> _Task_:
Among the lines below, copy each one in which "ساداتی" appears.

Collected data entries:
____

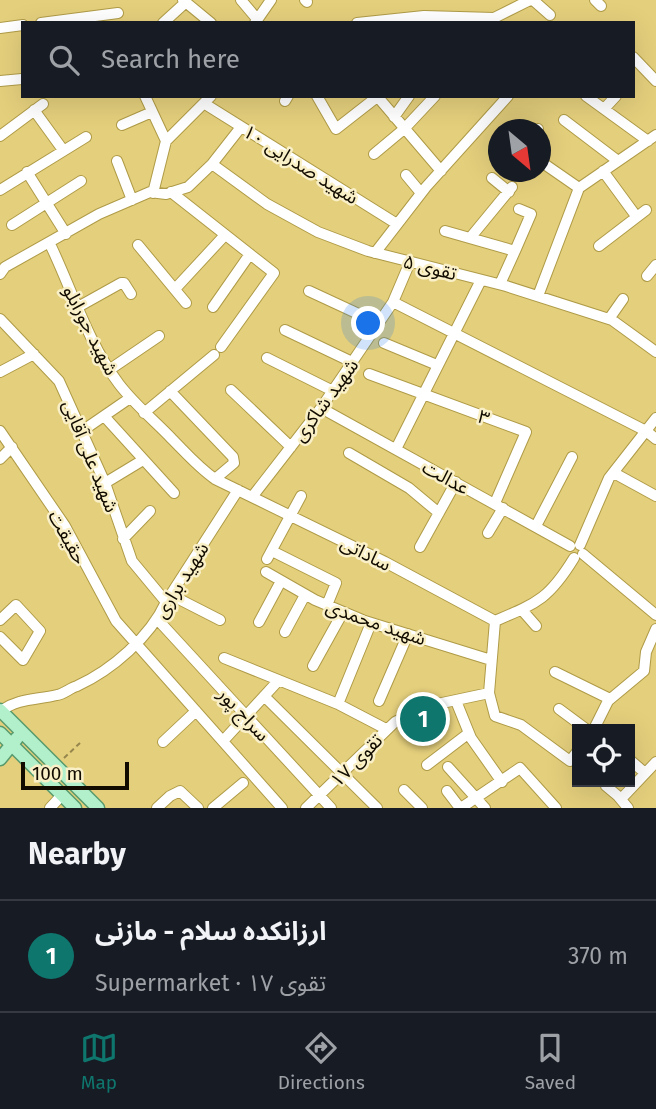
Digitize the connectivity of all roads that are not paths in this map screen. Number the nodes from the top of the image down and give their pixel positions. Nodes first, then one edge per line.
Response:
1 (241, 0) edge
2 (271, 0) edge
3 (532, 0) edge
4 (185, 1) edge
5 (118, 13) dead end
6 (550, 15) dead end
7 (434, 16) junction
8 (495, 20) edge
9 (56, 21) edge
10 (165, 21) edge
11 (209, 21) edge
12 (256, 21) edge
13 (379, 21) edge
14 (442, 21) edge
15 (21, 25) edge
16 (0, 28) edge
17 (635, 59) edge
18 (21, 79) edge
19 (0, 81) edge
20 (656, 81) edge
21 (146, 98) edge
22 (318, 98) edge
23 (376, 98) edge
24 (378, 98) edge
25 (408, 98) edge
26 (433, 98) edge
27 (506, 98) edge
28 (589, 98) edge
29 (614, 98) edge
30 (208, 100) edge
31 (604, 109) junction
32 (152, 112) junction
33 (394, 117) junction
34 (564, 120) dead end
35 (122, 125) dead end
36 (241, 127) junction
37 (404, 129) junction
38 (0, 136) edge
39 (86, 136) dead end
40 (654, 137) edge
41 (166, 141) junction
42 (63, 150) junction
43 (374, 154) dead end
44 (117, 161) dead end
45 (618, 161) junction
46 (212, 163) junction
47 (551, 168) edge
48 (441, 171) junction
49 (603, 171) junction
50 (27, 172) junction
51 (406, 176) dead end
52 (81, 181) dead end
53 (498, 182) edge
54 (579, 188) junction
55 (0, 190) edge
56 (153, 192) junction
57 (171, 192) junction
58 (421, 193) junction
59 (132, 200) junction
60 (47, 203) junction
61 (519, 209) dead end
62 (646, 210) dead end
63 (636, 216) junction
64 (397, 224) junction
65 (12, 225) dead end
66 (445, 231) dead end
67 (66, 234) junction
68 (225, 235) junction
69 (470, 238) junction
70 (50, 244) junction
71 (138, 245) dead end
72 (599, 246) dead end
73 (515, 251) junction
74 (375, 253) junction
75 (250, 254) junction
76 (410, 262) junction
77 (656, 265) edge
78 (0, 274) edge
79 (647, 276) dead end
80 (481, 280) junction
81 (500, 284) junction
82 (175, 289) junction
83 (309, 291) dead end
84 (131, 294) dead end
85 (538, 296) junction
86 (623, 299) dead end
87 (393, 302) junction
88 (186, 303) dead end
89 (78, 307) junction
90 (213, 307) dead end
91 (0, 319) edge
92 (609, 319) junction
93 (379, 323) junction
94 (285, 330) dead end
95 (454, 333) junction
96 (159, 336) dead end
97 (384, 344) dead end
98 (654, 345) edge
99 (221, 346) dead end
100 (34, 354) junction
101 (214, 355) dead end
102 (267, 358) dead end
103 (352, 362) junction
104 (437, 365) junction
105 (109, 370) junction
106 (0, 372) edge
107 (369, 374) dead end
108 (230, 390) dead end
109 (170, 391) junction
110 (333, 391) junction
111 (422, 394) junction
112 (130, 398) junction
113 (321, 408) junction
114 (144, 412) junction
115 (104, 416) junction
116 (656, 418) edge
117 (0, 431) edge
118 (82, 431) junction
119 (646, 431) junction
120 (656, 439) edge
121 (12, 447) junction
122 (291, 447) junction
123 (396, 449) junction
124 (349, 453) dead end
125 (572, 457) dead end
126 (0, 459) edge
127 (144, 460) junction
128 (614, 472) junction
129 (215, 479) junction
130 (456, 482) junction
131 (105, 483) junction
132 (238, 490) junction
133 (174, 493) dead end
134 (252, 496) junction
135 (301, 496) dead end
136 (656, 496) edge
137 (499, 506) junction
138 (150, 511) dead end
139 (439, 513) junction
140 (289, 515) junction
141 (536, 526) junction
142 (488, 533) dead end
143 (124, 539) junction
144 (420, 547) dead end
145 (577, 551) junction
146 (266, 572) dead end
147 (281, 581) junction
148 (305, 595) junction
149 (168, 599) junction
150 (327, 605) junction
151 (522, 610) junction
152 (343, 612) junction
153 (656, 615) edge
154 (0, 620) edge
155 (158, 620) junction
156 (220, 620) dead end
157 (494, 620) junction
158 (259, 622) dead end
159 (371, 623) junction
160 (537, 626) dead end
161 (656, 629) edge
162 (285, 632) dead end
163 (408, 634) junction
164 (0, 637) edge
165 (134, 644) junction
166 (224, 658) dead end
167 (491, 660) junction
168 (313, 666) dead end
169 (555, 672) dead end
170 (278, 681) junction
171 (489, 693) junction
172 (264, 696) junction
173 (610, 699) junction
174 (379, 701) dead end
175 (456, 701) junction
176 (338, 704) junction
177 (558, 709) dead end
178 (0, 710) edge
179 (196, 711) junction
180 (246, 716) junction
181 (579, 724) edge
182 (597, 724) edge
183 (386, 729) junction
184 (22, 732) junction
185 (0, 733) edge
186 (469, 733) junction
187 (223, 741) junction
188 (163, 742) dead end
189 (11, 744) junction
190 (572, 758) edge
191 (0, 759) edge
192 (656, 762) edge
193 (427, 765) dead end
194 (635, 765) edge
195 (449, 767) dead end
196 (342, 773) junction
197 (645, 774) junction
198 (502, 782) junction
199 (243, 783) dead end
200 (607, 787) edge
201 (404, 790) dead end
202 (447, 791) dead end
203 (62, 795) junction
204 (320, 796) junction
205 (477, 799) junction
206 (621, 799) junction
207 (50, 808) edge
208 (75, 808) edge
209 (98, 808) edge
210 (158, 808) edge
211 (198, 808) edge
212 (213, 808) edge
213 (282, 808) edge
214 (306, 808) edge
215 (331, 808) edge
216 (377, 808) edge
217 (422, 808) edge
218 (461, 808) edge
219 (485, 808) edge
220 (556, 808) edge
221 (628, 808) edge

1 - 12 street
2 - 12 street
3 - 6 street
3 - 8 street
4 - 10 street
4 - 11 street
5 - 9 street
7 - 8 street
7 - 13 street
7 - 14 street
15 - 16 street
17 - 20 street
18 - 19 street
21 - 32 street
22 - 23 street
24 - 33 street
25 - 33 street
26 - 37 street
27 - 48 street
28 - 31 street
29 - 31 street
30 - 36 street, شهید صدرایی ۱۰
30 - 41 street
31 - 40 street
32 - 35 street
32 - 41 street
33 - 37 street
34 - 45 street
36 - 46 street
36 - 64 street, شهید صدرایی ۱۰
37 - 43 street
37 - 48 street
38 - 42 street
39 - 42 street
40 - 45 street
41 - 56 street
42 - 50 street
44 - 59 street
45 - 49 street
46 - 57 street
46 - 74 street, تقوی ۵
47 - 54 street
48 - 58 street
49 - 54 street
49 - 63 street
50 - 55 street
50 - 60 street
51 - 58 street
52 - 60 street
53 - 69 street
54 - 85 street
56 - 57 street
56 - 59 street
57 - 68 street
58 - 64 street
59 - 67 street
60 - 65 street
60 - 67 street
61 - 73 street
62 - 63 street
63 - 72 street
64 - 74 street
66 - 69 street
67 - 70 street
68 - 75 street
68 - 82 street
69 - 73 street
70 - 78 street
70 - 89 street, شهید جورابلو
71 - 82 street
73 - 81 street
74 - 76 street, تقوی ۵
75 - 90 street
75 - 99 street
76 - 80 street, تقوی ۵
76 - 87 street, شهید شاکری
77 - 79 street
80 - 81 street, تقوی ۵
80 - 95 street
81 - 85 street, تقوی ۵
82 - 88 street
83 - 93 street
84 - 89 street
85 - 92 street, تقوی ۵
86 - 92 street
87 - 93 street, شهید شاکری
87 - 95 street
89 - 105 street, شهید جورابلو
91 - 100 street, شهید علی آقایی
92 - 98 street, تقوی ۵
93 - 103 street, شهید شاکری
94 - 103 street
95 - 104 street
95 - 119 street
96 - 105 street
97 - 104 street
100 - 106 street
100 - 118 street, شهید علی آقایی
101 - 109 street
102 - 110 street
103 - 110 street, شهید شاکری
104 - 111 street
105 - 112 street, شهید جورابلو
107 - 111 street, ۳
108 - 122 street
109 - 114 street
109 - 129 street
110 - 113 street, شهید شاکری
111 - 123 street
111 - 137 street, ۳
112 - 114 street, شهید جورابلو
112 - 115 street
113 - 122 street, شهید شاکری
113 - 123 street, عدالت
114 - 129 street, شهید جورابلو
115 - 118 street
115 - 127 street
116 - 119 street
117 - 121 street, حقیقت
118 - 131 street, شهید علی آقایی
119 - 120 street
119 - 128 street
121 - 126 street
121 - 165 street, حقیقت
122 - 134 street, شهید شاکری
123 - 130 street, عدالت
124 - 139 street
125 - 141 street
127 - 131 street
127 - 133 street
128 - 136 street
128 - 145 street
129 - 132 street, شهید جورابلو
130 - 137 street, عدالت
130 - 139 street
131 - 143 street, شهید علی آقایی
132 - 134 street, ساداتی
132 - 149 street, شهید براری
134 - 140 street, ساداتی
135 - 140 street
137 - 141 street, عدالت
137 - 142 street
138 - 143 street
139 - 144 street
140 - 150 street
140 - 157 street, ساداتی
141 - 145 street, عدالت
143 - 149 street, شهید علی آقایی
145 - 151 street
145 - 153 street, عدالت
146 - 147 street, شهید محمدی
147 - 148 street, شهید محمدی
147 - 158 street
148 - 150 street, شهید محمدی
148 - 162 street
149 - 155 street, شهید براری
149 - 156 street
150 - 152 street, شهید محمدی
151 - 157 street
151 - 160 street
152 - 159 street, شهید محمدی
152 - 168 street
154 - 164 street
155 - 165 street, شهید براری
155 - 180 street, سراج پور
157 - 167 street
159 - 163 street, شهید محمدی
159 - 176 street
161 - 173 street
163 - 167 street, شهید محمدی
163 - 174 street
165 - 178 street, شهید براری
165 - 179 street, حقیقت
166 - 170 street
167 - 171 street
169 - 173 street
170 - 172 street
170 - 176 street
171 - 175 street, تقوی ۱۷
171 - 190 street
172 - 180 street
172 - 196 street
173 - 182 street
175 - 183 street, تقوی ۱۷
175 - 186 street
176 - 183 street
177 - 181 street
178 - 184 main road
179 - 187 street, حقیقت
179 - 188 street
180 - 187 street
180 - 204 street, سراج پور
183 - 196 street, تقوی ۱۷
184 - 189 main road
184 - 209 main road
185 - 189 main road
186 - 193 street
186 - 198 street
187 - 213 street, حقیقت
189 - 191 main road
189 - 203 main road
192 - 197 street
194 - 197 street
195 - 205 street
196 - 204 street, تقوی ۱۷
196 - 216 street
197 - 206 street
198 - 205 street
198 - 220 street
199 - 212 street
200 - 206 street
201 - 217 street
202 - 218 street
203 - 207 street
203 - 208 main road
204 - 214 street, تقوی ۱۷
204 - 215 street, سراج پور
205 - 218 street
205 - 219 street
206 - 221 street
210 - 211 street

____

> _Task result_:
132 - 134 street, ساداتی
134 - 140 street, ساداتی
140 - 157 street, ساداتی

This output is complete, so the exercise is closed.